▸ Work instructions:
Return the data below exactly, please, but drop the pictures.

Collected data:
┌──
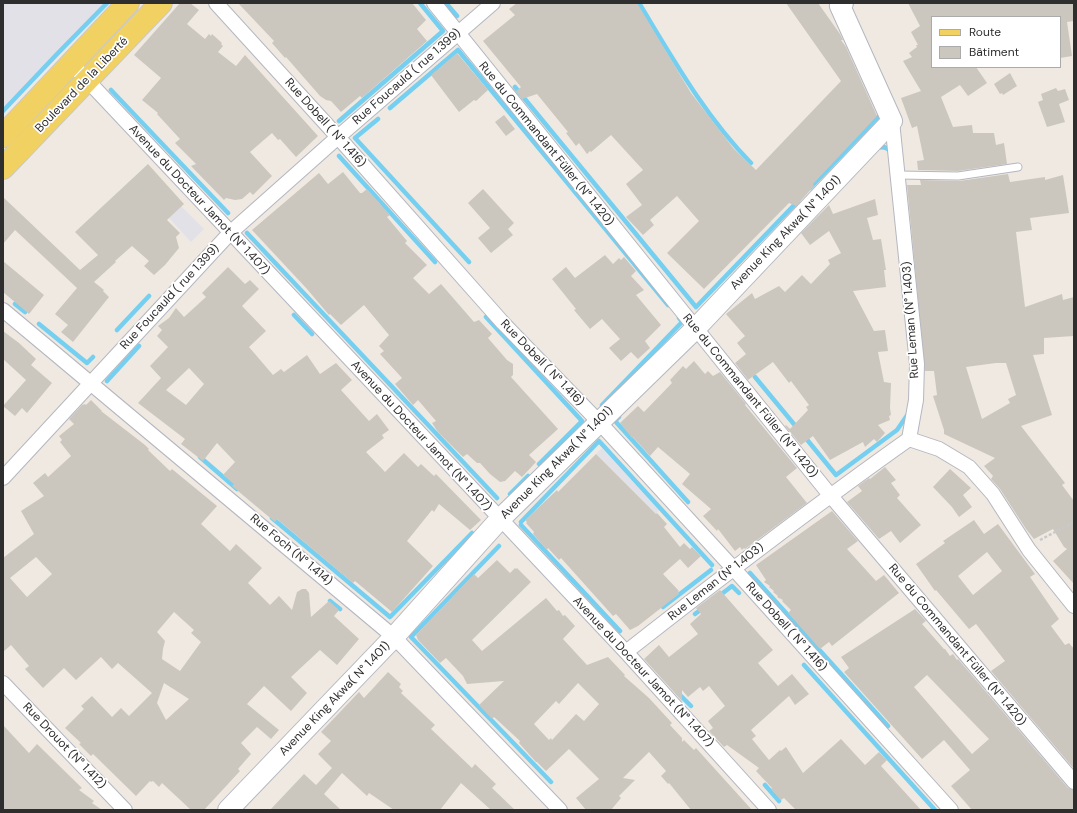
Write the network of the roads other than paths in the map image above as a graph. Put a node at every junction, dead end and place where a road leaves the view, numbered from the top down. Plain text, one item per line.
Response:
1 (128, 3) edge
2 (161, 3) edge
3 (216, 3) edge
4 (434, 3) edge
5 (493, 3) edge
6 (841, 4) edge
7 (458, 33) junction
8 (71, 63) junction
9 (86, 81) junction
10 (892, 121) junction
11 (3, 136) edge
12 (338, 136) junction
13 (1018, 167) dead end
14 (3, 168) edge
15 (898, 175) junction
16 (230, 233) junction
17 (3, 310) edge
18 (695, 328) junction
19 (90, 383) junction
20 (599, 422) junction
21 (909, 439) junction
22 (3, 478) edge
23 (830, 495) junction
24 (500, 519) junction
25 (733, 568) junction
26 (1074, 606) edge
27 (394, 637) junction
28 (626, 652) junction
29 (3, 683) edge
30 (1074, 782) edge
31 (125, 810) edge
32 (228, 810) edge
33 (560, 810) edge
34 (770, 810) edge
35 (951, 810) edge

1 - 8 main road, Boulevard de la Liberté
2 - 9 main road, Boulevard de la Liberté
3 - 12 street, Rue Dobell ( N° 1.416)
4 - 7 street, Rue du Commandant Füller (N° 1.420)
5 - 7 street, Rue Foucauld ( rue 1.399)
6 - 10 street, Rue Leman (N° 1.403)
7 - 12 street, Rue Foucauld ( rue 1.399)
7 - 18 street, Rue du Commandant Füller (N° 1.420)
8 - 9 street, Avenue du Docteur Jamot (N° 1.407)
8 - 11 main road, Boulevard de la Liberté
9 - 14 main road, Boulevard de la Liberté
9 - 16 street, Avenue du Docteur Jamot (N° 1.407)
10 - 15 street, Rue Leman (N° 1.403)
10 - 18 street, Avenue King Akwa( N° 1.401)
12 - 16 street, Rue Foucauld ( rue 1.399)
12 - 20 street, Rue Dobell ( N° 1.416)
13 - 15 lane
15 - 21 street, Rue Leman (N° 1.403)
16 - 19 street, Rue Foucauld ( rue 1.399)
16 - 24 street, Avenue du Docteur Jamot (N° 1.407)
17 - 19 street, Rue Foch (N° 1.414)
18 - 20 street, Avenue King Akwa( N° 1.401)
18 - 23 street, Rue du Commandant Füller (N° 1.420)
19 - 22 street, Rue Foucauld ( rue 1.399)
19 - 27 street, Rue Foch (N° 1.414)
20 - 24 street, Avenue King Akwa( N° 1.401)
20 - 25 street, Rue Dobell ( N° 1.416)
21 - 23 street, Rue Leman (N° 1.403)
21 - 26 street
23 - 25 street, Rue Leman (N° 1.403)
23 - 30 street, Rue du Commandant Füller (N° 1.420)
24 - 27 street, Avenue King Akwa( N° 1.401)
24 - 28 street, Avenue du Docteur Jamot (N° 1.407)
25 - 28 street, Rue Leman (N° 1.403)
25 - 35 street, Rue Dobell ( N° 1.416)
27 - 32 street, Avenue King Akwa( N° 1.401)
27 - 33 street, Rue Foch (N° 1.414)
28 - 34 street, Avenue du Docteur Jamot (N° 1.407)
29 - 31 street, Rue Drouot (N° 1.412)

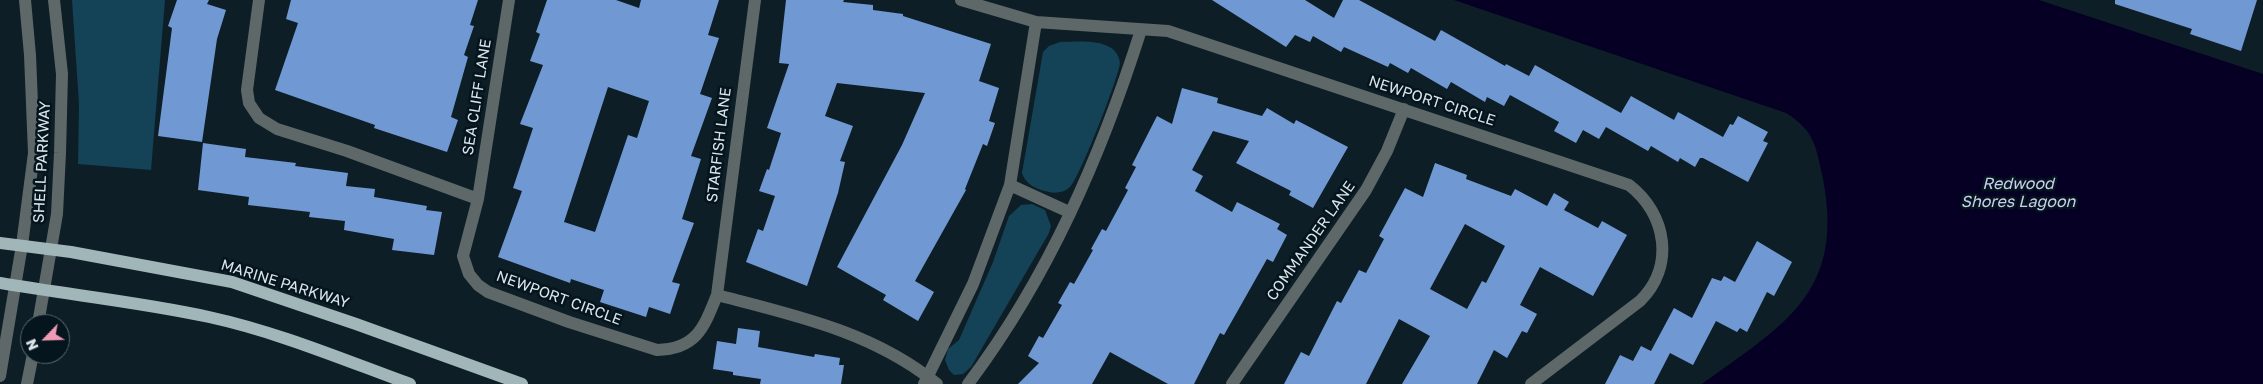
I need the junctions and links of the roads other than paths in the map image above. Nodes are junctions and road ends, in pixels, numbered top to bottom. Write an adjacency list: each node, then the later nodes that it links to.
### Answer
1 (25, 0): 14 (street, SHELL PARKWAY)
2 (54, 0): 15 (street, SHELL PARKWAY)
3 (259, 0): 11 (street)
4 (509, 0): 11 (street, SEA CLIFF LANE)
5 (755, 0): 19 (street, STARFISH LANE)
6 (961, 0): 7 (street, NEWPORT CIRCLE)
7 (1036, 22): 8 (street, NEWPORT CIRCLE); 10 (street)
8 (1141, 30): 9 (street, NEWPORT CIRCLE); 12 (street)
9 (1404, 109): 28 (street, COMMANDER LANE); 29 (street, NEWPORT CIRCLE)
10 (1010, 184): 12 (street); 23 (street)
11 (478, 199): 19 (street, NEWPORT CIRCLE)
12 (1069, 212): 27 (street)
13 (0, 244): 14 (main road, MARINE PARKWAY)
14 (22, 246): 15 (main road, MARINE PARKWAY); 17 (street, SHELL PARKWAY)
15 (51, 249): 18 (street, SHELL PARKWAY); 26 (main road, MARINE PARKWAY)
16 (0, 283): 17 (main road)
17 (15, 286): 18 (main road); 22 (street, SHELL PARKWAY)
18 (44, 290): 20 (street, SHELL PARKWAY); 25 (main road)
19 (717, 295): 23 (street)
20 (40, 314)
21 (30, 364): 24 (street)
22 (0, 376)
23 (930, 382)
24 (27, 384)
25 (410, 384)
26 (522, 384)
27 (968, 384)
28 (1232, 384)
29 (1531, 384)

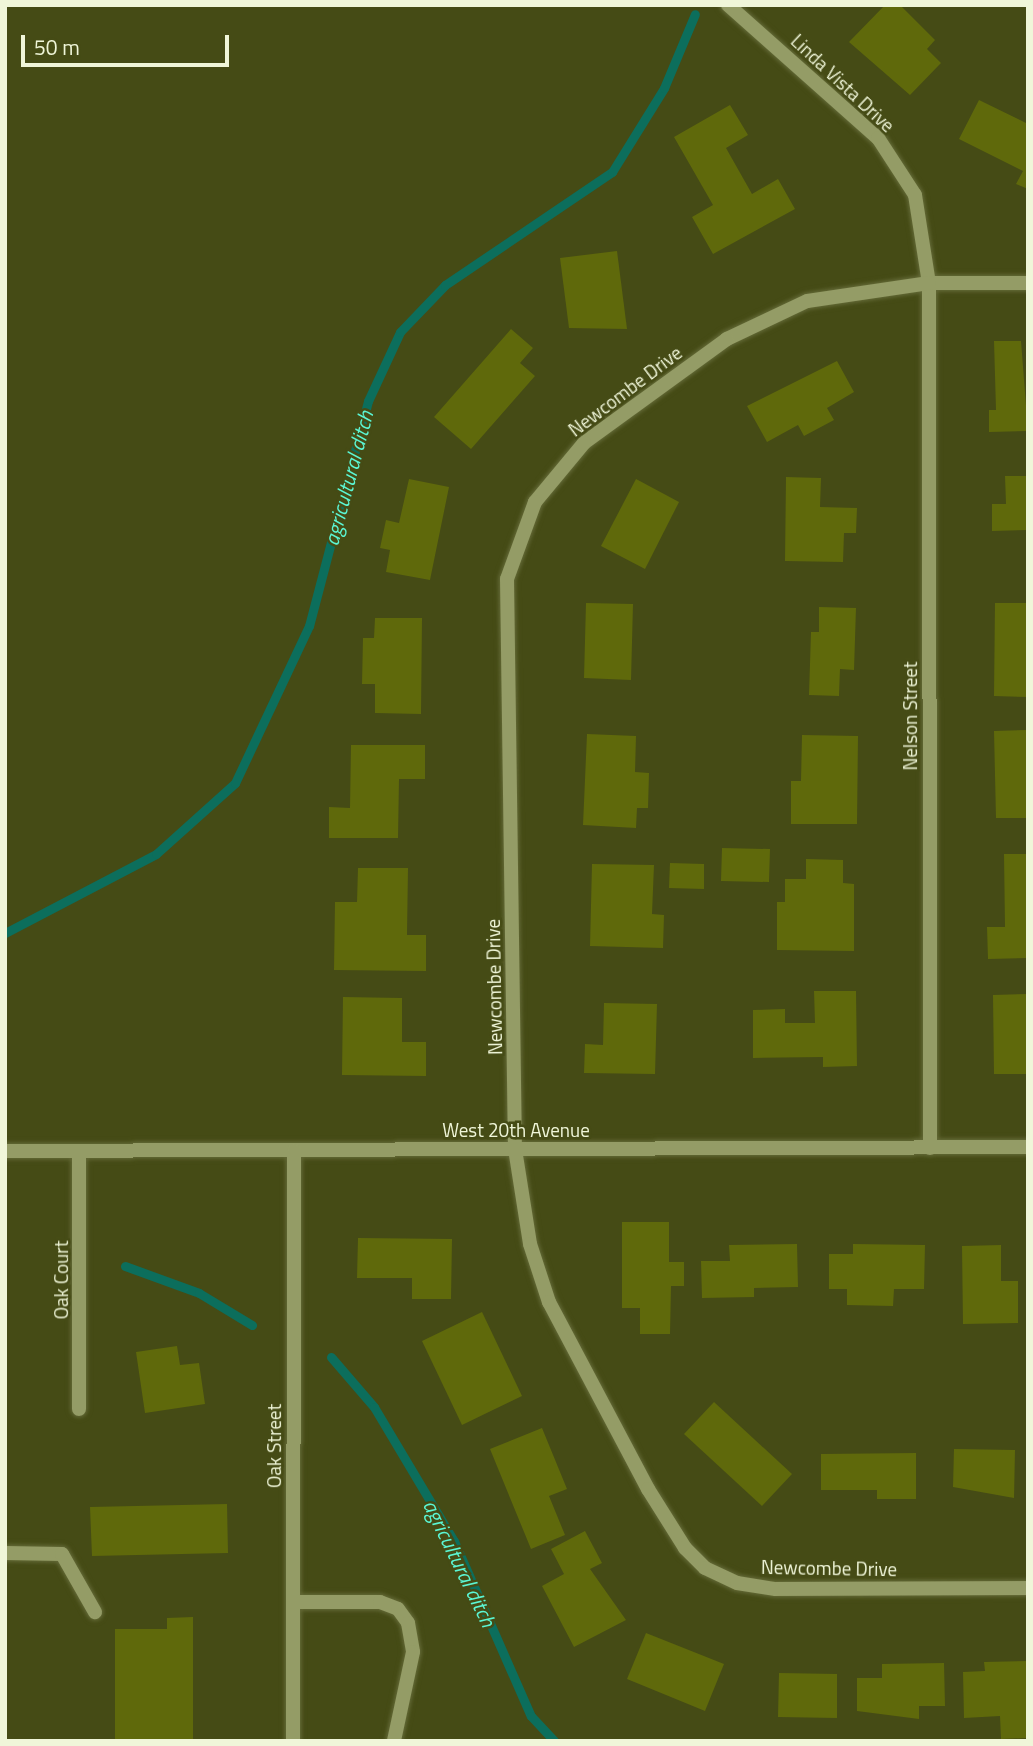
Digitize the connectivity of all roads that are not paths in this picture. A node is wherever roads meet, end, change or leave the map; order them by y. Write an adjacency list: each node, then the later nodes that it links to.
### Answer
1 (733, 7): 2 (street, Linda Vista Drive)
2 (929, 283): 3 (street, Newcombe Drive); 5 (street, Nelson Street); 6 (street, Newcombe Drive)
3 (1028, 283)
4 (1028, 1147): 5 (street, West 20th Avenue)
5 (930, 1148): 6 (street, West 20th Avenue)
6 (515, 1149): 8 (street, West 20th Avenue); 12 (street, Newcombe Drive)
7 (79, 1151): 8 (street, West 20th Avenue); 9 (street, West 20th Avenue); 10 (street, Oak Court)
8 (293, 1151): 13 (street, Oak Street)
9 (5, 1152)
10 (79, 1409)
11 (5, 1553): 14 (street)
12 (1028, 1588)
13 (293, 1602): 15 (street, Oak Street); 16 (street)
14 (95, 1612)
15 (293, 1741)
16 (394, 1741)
└──
▸ Output for this task:
Write the network of the roads other than paths in the map image above as a graph. Put a node at every junction, dead end and place where a road leaves the view, numbered from the top down. Plain text, one item per line.
Response:
1 (128, 3) edge
2 (161, 3) edge
3 (216, 3) edge
4 (434, 3) edge
5 (493, 3) edge
6 (841, 4) edge
7 (458, 33) junction
8 (71, 63) junction
9 (86, 81) junction
10 (892, 121) junction
11 (3, 136) edge
12 (338, 136) junction
13 (1018, 167) dead end
14 (3, 168) edge
15 (898, 175) junction
16 (230, 233) junction
17 (3, 310) edge
18 (695, 328) junction
19 (90, 383) junction
20 (599, 422) junction
21 (909, 439) junction
22 (3, 478) edge
23 (830, 495) junction
24 (500, 519) junction
25 (733, 568) junction
26 (1074, 606) edge
27 (394, 637) junction
28 (626, 652) junction
29 (3, 683) edge
30 (1074, 782) edge
31 (125, 810) edge
32 (228, 810) edge
33 (560, 810) edge
34 (770, 810) edge
35 (951, 810) edge

1 - 8 main road, Boulevard de la Liberté
2 - 9 main road, Boulevard de la Liberté
3 - 12 street, Rue Dobell ( N° 1.416)
4 - 7 street, Rue du Commandant Füller (N° 1.420)
5 - 7 street, Rue Foucauld ( rue 1.399)
6 - 10 street, Rue Leman (N° 1.403)
7 - 12 street, Rue Foucauld ( rue 1.399)
7 - 18 street, Rue du Commandant Füller (N° 1.420)
8 - 9 street, Avenue du Docteur Jamot (N° 1.407)
8 - 11 main road, Boulevard de la Liberté
9 - 14 main road, Boulevard de la Liberté
9 - 16 street, Avenue du Docteur Jamot (N° 1.407)
10 - 15 street, Rue Leman (N° 1.403)
10 - 18 street, Avenue King Akwa( N° 1.401)
12 - 16 street, Rue Foucauld ( rue 1.399)
12 - 20 street, Rue Dobell ( N° 1.416)
13 - 15 lane
15 - 21 street, Rue Leman (N° 1.403)
16 - 19 street, Rue Foucauld ( rue 1.399)
16 - 24 street, Avenue du Docteur Jamot (N° 1.407)
17 - 19 street, Rue Foch (N° 1.414)
18 - 20 street, Avenue King Akwa( N° 1.401)
18 - 23 street, Rue du Commandant Füller (N° 1.420)
19 - 22 street, Rue Foucauld ( rue 1.399)
19 - 27 street, Rue Foch (N° 1.414)
20 - 24 street, Avenue King Akwa( N° 1.401)
20 - 25 street, Rue Dobell ( N° 1.416)
21 - 23 street, Rue Leman (N° 1.403)
21 - 26 street
23 - 25 street, Rue Leman (N° 1.403)
23 - 30 street, Rue du Commandant Füller (N° 1.420)
24 - 27 street, Avenue King Akwa( N° 1.401)
24 - 28 street, Avenue du Docteur Jamot (N° 1.407)
25 - 28 street, Rue Leman (N° 1.403)
25 - 35 street, Rue Dobell ( N° 1.416)
27 - 32 street, Avenue King Akwa( N° 1.401)
27 - 33 street, Rue Foch (N° 1.414)
28 - 34 street, Avenue du Docteur Jamot (N° 1.407)
29 - 31 street, Rue Drouot (N° 1.412)

I need the junctions and links of the roads other than paths in the map image above. Nodes are junctions and road ends, in pixels, numbered top to bottom. Write an adjacency list: each node, then the later nodes that it links to.
### Answer
1 (25, 0): 14 (street, SHELL PARKWAY)
2 (54, 0): 15 (street, SHELL PARKWAY)
3 (259, 0): 11 (street)
4 (509, 0): 11 (street, SEA CLIFF LANE)
5 (755, 0): 19 (street, STARFISH LANE)
6 (961, 0): 7 (street, NEWPORT CIRCLE)
7 (1036, 22): 8 (street, NEWPORT CIRCLE); 10 (street)
8 (1141, 30): 9 (street, NEWPORT CIRCLE); 12 (street)
9 (1404, 109): 28 (street, COMMANDER LANE); 29 (street, NEWPORT CIRCLE)
10 (1010, 184): 12 (street); 23 (street)
11 (478, 199): 19 (street, NEWPORT CIRCLE)
12 (1069, 212): 27 (street)
13 (0, 244): 14 (main road, MARINE PARKWAY)
14 (22, 246): 15 (main road, MARINE PARKWAY); 17 (street, SHELL PARKWAY)
15 (51, 249): 18 (street, SHELL PARKWAY); 26 (main road, MARINE PARKWAY)
16 (0, 283): 17 (main road)
17 (15, 286): 18 (main road); 22 (street, SHELL PARKWAY)
18 (44, 290): 20 (street, SHELL PARKWAY); 25 (main road)
19 (717, 295): 23 (street)
20 (40, 314)
21 (30, 364): 24 (street)
22 (0, 376)
23 (930, 382)
24 (27, 384)
25 (410, 384)
26 (522, 384)
27 (968, 384)
28 (1232, 384)
29 (1531, 384)

Digitize the connectivity of all roads that are not paths in this picture. A node is wherever roads meet, end, change or leave the map; order them by y. Write an adjacency list: each node, then the later nodes that it links to.
### Answer
1 (733, 7): 2 (street, Linda Vista Drive)
2 (929, 283): 3 (street, Newcombe Drive); 5 (street, Nelson Street); 6 (street, Newcombe Drive)
3 (1028, 283)
4 (1028, 1147): 5 (street, West 20th Avenue)
5 (930, 1148): 6 (street, West 20th Avenue)
6 (515, 1149): 8 (street, West 20th Avenue); 12 (street, Newcombe Drive)
7 (79, 1151): 8 (street, West 20th Avenue); 9 (street, West 20th Avenue); 10 (street, Oak Court)
8 (293, 1151): 13 (street, Oak Street)
9 (5, 1152)
10 (79, 1409)
11 (5, 1553): 14 (street)
12 (1028, 1588)
13 (293, 1602): 15 (street, Oak Street); 16 (street)
14 (95, 1612)
15 (293, 1741)
16 (394, 1741)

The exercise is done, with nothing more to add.